- **Stored data entries**
== Segment start ==

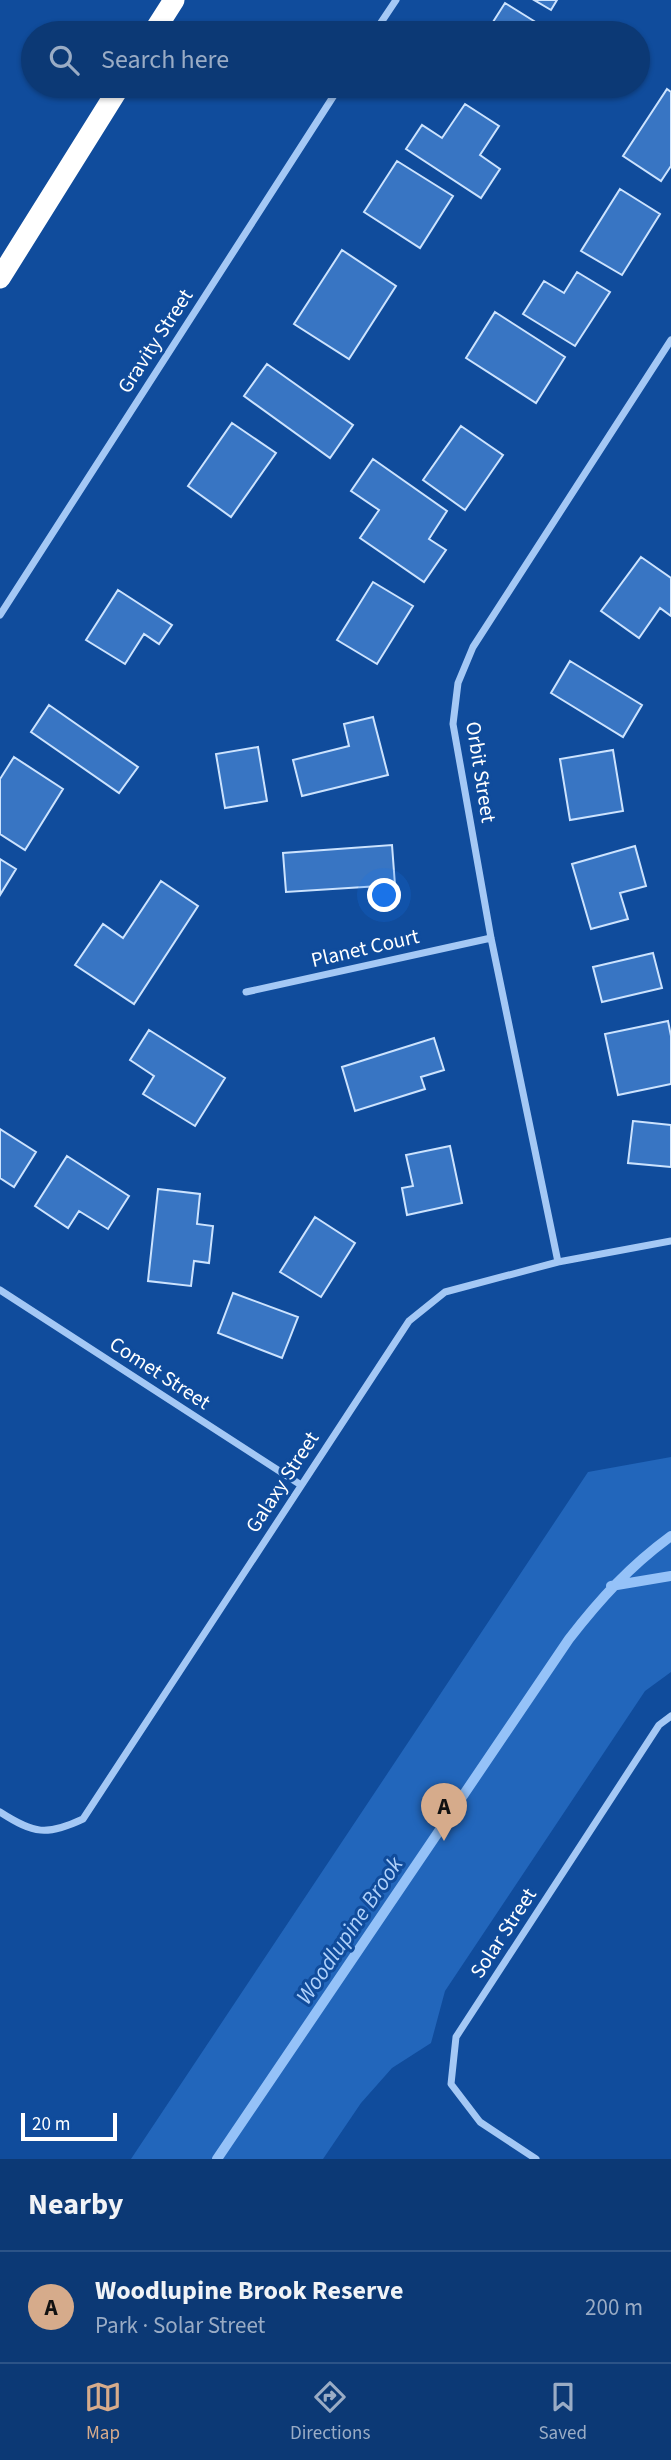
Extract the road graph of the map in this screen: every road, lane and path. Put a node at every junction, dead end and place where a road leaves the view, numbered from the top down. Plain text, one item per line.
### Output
1 (174, 0) edge
2 (396, 0) edge
3 (161, 21) edge
4 (382, 21) edge
5 (112, 98) edge
6 (332, 98) edge
7 (0, 278) edge
8 (671, 340) edge
9 (0, 615) edge
10 (491, 938) junction
11 (246, 992) dead end
12 (671, 1241) edge
13 (558, 1262) junction
14 (0, 1290) edge
15 (301, 1485) junction
16 (671, 1716) edge
17 (0, 1812) edge
18 (536, 2159) edge

1 - 3 highway
2 - 4 street
5 - 7 highway
6 - 9 street, Gravity Street
8 - 10 street, Orbit Street
10 - 11 street, Planet Court
10 - 13 street, Orbit Street
12 - 13 street, Galaxy Street
13 - 15 street, Galaxy Street
14 - 15 street, Comet Street
15 - 17 street, Galaxy Street
16 - 18 street, Solar Street

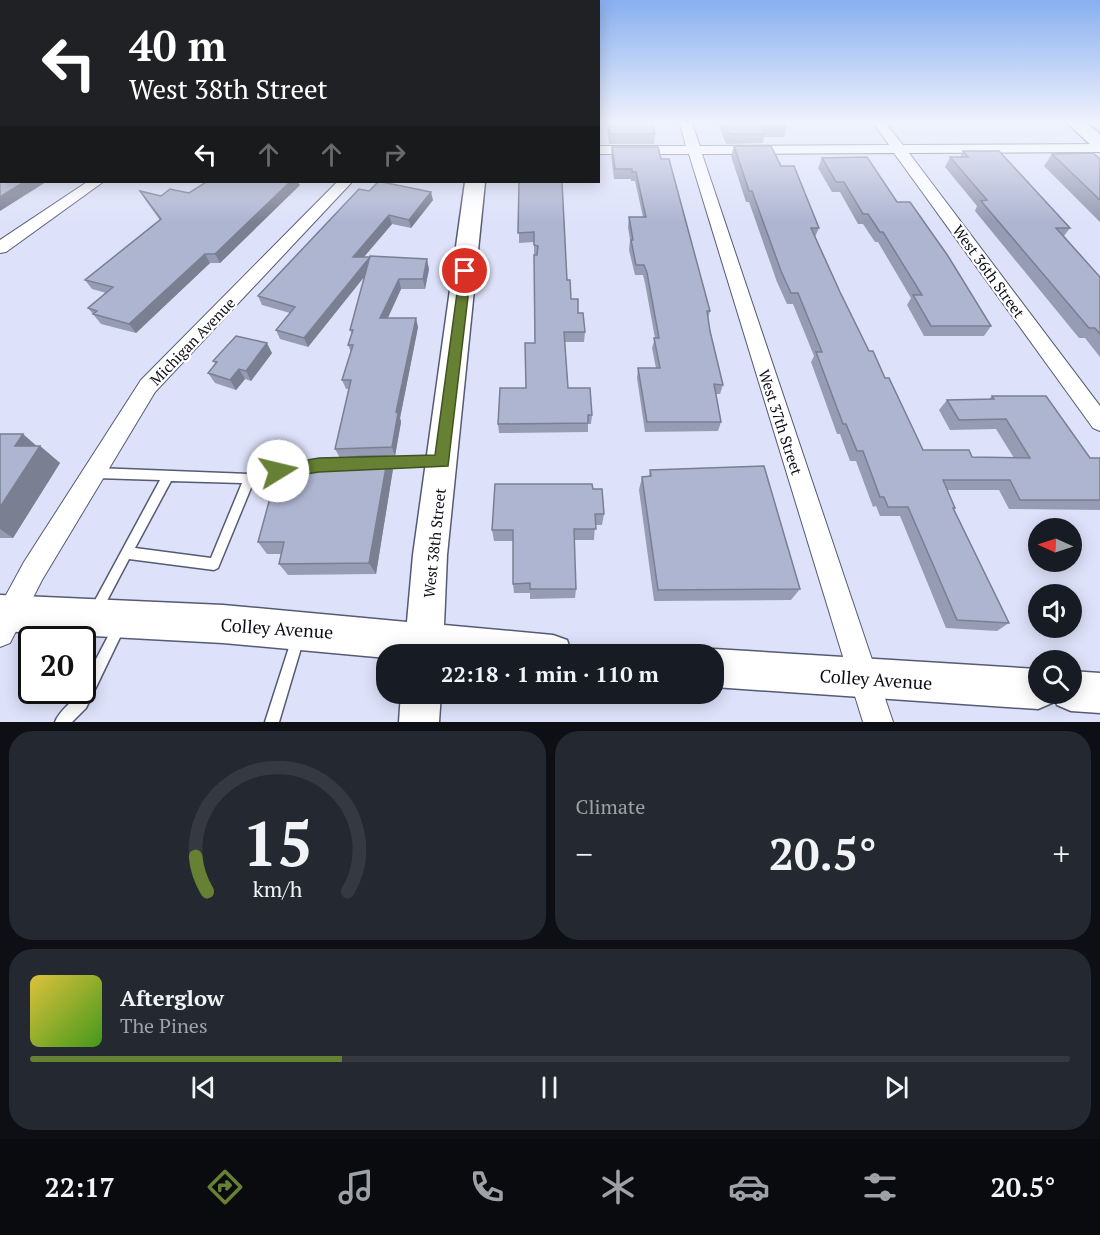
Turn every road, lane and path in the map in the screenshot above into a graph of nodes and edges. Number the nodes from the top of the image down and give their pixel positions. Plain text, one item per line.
1 (695, 155) edge
2 (903, 155) edge
3 (95, 183) edge
4 (344, 183) edge
5 (475, 183) edge
6 (0, 248) edge
7 (1100, 422) edge
8 (442, 462) junction
9 (363, 464) edge
10 (297, 468) edge
11 (96, 473) junction
12 (167, 477) junction
13 (249, 480) junction
14 (127, 554) junction
15 (108, 618) junction
16 (4, 620) edge
17 (301, 630) junction
18 (402, 644) edge
19 (424, 644) edge
20 (724, 669) edge
21 (865, 678) junction
22 (1028, 688) edge
23 (1082, 692) edge
24 (1100, 693) edge
25 (420, 704) edge
26 (62, 722) edge
27 (272, 722) edge
28 (419, 722) edge
29 (878, 722) edge

1 - 21 street, West 37th Street
2 - 7 street, West 36th Street
3 - 6 street
4 - 11 street, Michigan Avenue
5 - 8 main road, West 38th Street
8 - 9 lane
8 - 19 main road, West 38th Street
10 - 13 lane
11 - 12 lane
11 - 16 street, Michigan Avenue
12 - 13 lane
12 - 14 lane
13 - 14 lane
14 - 15 lane
15 - 16 main road, Colley Avenue
15 - 17 main road, Colley Avenue
15 - 26 lane
17 - 18 main road, Colley Avenue
17 - 27 lane
20 - 21 main road, Colley Avenue
21 - 22 main road, Colley Avenue
21 - 29 street, West 37th Street
23 - 24 main road
25 - 28 main road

== Segment end ==

- **Problem statement**
Send back every line above exactly, skipping all pictures.

- **Completed task**
Extract the road graph of the map in this screen: every road, lane and path. Put a node at every junction, dead end and place where a road leaves the view, numbered from the top down. Plain text, one item per line.
### Output
1 (174, 0) edge
2 (396, 0) edge
3 (161, 21) edge
4 (382, 21) edge
5 (112, 98) edge
6 (332, 98) edge
7 (0, 278) edge
8 (671, 340) edge
9 (0, 615) edge
10 (491, 938) junction
11 (246, 992) dead end
12 (671, 1241) edge
13 (558, 1262) junction
14 (0, 1290) edge
15 (301, 1485) junction
16 (671, 1716) edge
17 (0, 1812) edge
18 (536, 2159) edge

1 - 3 highway
2 - 4 street
5 - 7 highway
6 - 9 street, Gravity Street
8 - 10 street, Orbit Street
10 - 11 street, Planet Court
10 - 13 street, Orbit Street
12 - 13 street, Galaxy Street
13 - 15 street, Galaxy Street
14 - 15 street, Comet Street
15 - 17 street, Galaxy Street
16 - 18 street, Solar Street

Turn every road, lane and path in the map in the screenshot above into a graph of nodes and edges. Number the nodes from the top of the image down and give their pixel positions. Plain text, one item per line.
1 (695, 155) edge
2 (903, 155) edge
3 (95, 183) edge
4 (344, 183) edge
5 (475, 183) edge
6 (0, 248) edge
7 (1100, 422) edge
8 (442, 462) junction
9 (363, 464) edge
10 (297, 468) edge
11 (96, 473) junction
12 (167, 477) junction
13 (249, 480) junction
14 (127, 554) junction
15 (108, 618) junction
16 (4, 620) edge
17 (301, 630) junction
18 (402, 644) edge
19 (424, 644) edge
20 (724, 669) edge
21 (865, 678) junction
22 (1028, 688) edge
23 (1082, 692) edge
24 (1100, 693) edge
25 (420, 704) edge
26 (62, 722) edge
27 (272, 722) edge
28 (419, 722) edge
29 (878, 722) edge

1 - 21 street, West 37th Street
2 - 7 street, West 36th Street
3 - 6 street
4 - 11 street, Michigan Avenue
5 - 8 main road, West 38th Street
8 - 9 lane
8 - 19 main road, West 38th Street
10 - 13 lane
11 - 12 lane
11 - 16 street, Michigan Avenue
12 - 13 lane
12 - 14 lane
13 - 14 lane
14 - 15 lane
15 - 16 main road, Colley Avenue
15 - 17 main road, Colley Avenue
15 - 26 lane
17 - 18 main road, Colley Avenue
17 - 27 lane
20 - 21 main road, Colley Avenue
21 - 22 main road, Colley Avenue
21 - 29 street, West 37th Street
23 - 24 main road
25 - 28 main road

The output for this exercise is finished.